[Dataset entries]
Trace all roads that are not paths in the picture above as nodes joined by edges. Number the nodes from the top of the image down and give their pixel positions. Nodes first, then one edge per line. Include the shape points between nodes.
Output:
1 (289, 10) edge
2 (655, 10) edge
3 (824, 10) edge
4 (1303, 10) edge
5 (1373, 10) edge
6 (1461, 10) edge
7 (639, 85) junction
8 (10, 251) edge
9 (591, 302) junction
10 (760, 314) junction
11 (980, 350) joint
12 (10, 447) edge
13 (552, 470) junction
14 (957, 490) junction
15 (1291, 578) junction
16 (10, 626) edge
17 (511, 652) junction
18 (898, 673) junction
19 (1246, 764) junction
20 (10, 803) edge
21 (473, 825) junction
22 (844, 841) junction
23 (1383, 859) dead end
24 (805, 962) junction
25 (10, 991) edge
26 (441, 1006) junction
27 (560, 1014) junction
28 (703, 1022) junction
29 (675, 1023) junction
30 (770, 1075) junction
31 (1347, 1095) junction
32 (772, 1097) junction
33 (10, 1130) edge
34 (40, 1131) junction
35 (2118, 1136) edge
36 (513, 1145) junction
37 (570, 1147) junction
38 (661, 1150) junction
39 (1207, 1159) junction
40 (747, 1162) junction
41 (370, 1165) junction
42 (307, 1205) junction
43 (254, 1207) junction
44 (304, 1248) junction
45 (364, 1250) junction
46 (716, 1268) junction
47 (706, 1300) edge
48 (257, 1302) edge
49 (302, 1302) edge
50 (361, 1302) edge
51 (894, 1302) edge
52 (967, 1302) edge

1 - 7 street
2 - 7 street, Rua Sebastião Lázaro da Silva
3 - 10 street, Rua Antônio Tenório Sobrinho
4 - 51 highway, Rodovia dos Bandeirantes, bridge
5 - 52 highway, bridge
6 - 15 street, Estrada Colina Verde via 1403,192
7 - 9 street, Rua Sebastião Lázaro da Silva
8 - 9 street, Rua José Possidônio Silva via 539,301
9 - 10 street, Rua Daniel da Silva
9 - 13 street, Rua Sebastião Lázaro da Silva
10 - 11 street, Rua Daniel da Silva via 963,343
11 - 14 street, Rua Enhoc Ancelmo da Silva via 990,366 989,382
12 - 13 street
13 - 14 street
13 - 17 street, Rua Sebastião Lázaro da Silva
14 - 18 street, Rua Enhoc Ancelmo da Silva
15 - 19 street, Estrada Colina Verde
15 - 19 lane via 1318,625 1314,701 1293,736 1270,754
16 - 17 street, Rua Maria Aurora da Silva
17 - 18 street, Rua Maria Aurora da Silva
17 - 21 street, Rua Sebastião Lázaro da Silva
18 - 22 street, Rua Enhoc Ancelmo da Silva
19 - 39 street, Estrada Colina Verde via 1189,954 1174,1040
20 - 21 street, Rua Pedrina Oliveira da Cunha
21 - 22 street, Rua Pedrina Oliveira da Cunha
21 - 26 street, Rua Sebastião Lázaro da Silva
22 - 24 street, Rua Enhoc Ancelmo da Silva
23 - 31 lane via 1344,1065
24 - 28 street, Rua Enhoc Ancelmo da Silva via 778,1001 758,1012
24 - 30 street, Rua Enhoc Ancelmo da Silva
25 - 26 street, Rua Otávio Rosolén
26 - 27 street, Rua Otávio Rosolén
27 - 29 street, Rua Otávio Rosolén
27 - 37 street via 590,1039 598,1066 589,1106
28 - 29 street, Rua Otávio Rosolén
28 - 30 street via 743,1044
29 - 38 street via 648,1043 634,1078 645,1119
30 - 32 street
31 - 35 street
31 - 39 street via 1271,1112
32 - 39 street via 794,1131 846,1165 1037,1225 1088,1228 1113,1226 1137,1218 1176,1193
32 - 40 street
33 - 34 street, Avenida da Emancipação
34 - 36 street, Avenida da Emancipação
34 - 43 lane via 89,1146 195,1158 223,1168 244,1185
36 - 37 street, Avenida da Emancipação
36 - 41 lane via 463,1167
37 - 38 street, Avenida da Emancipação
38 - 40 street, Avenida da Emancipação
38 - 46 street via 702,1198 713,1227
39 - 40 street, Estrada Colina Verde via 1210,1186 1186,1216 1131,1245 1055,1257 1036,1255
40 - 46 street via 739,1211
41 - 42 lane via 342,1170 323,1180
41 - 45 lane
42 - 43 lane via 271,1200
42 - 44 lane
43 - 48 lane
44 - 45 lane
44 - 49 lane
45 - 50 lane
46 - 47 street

Task brief ->
Lines containing the word "bridge" are to be pulled from the records and copied.

Exercise response ->
4 - 51 highway, Rodovia dos Bandeirantes, bridge
5 - 52 highway, bridge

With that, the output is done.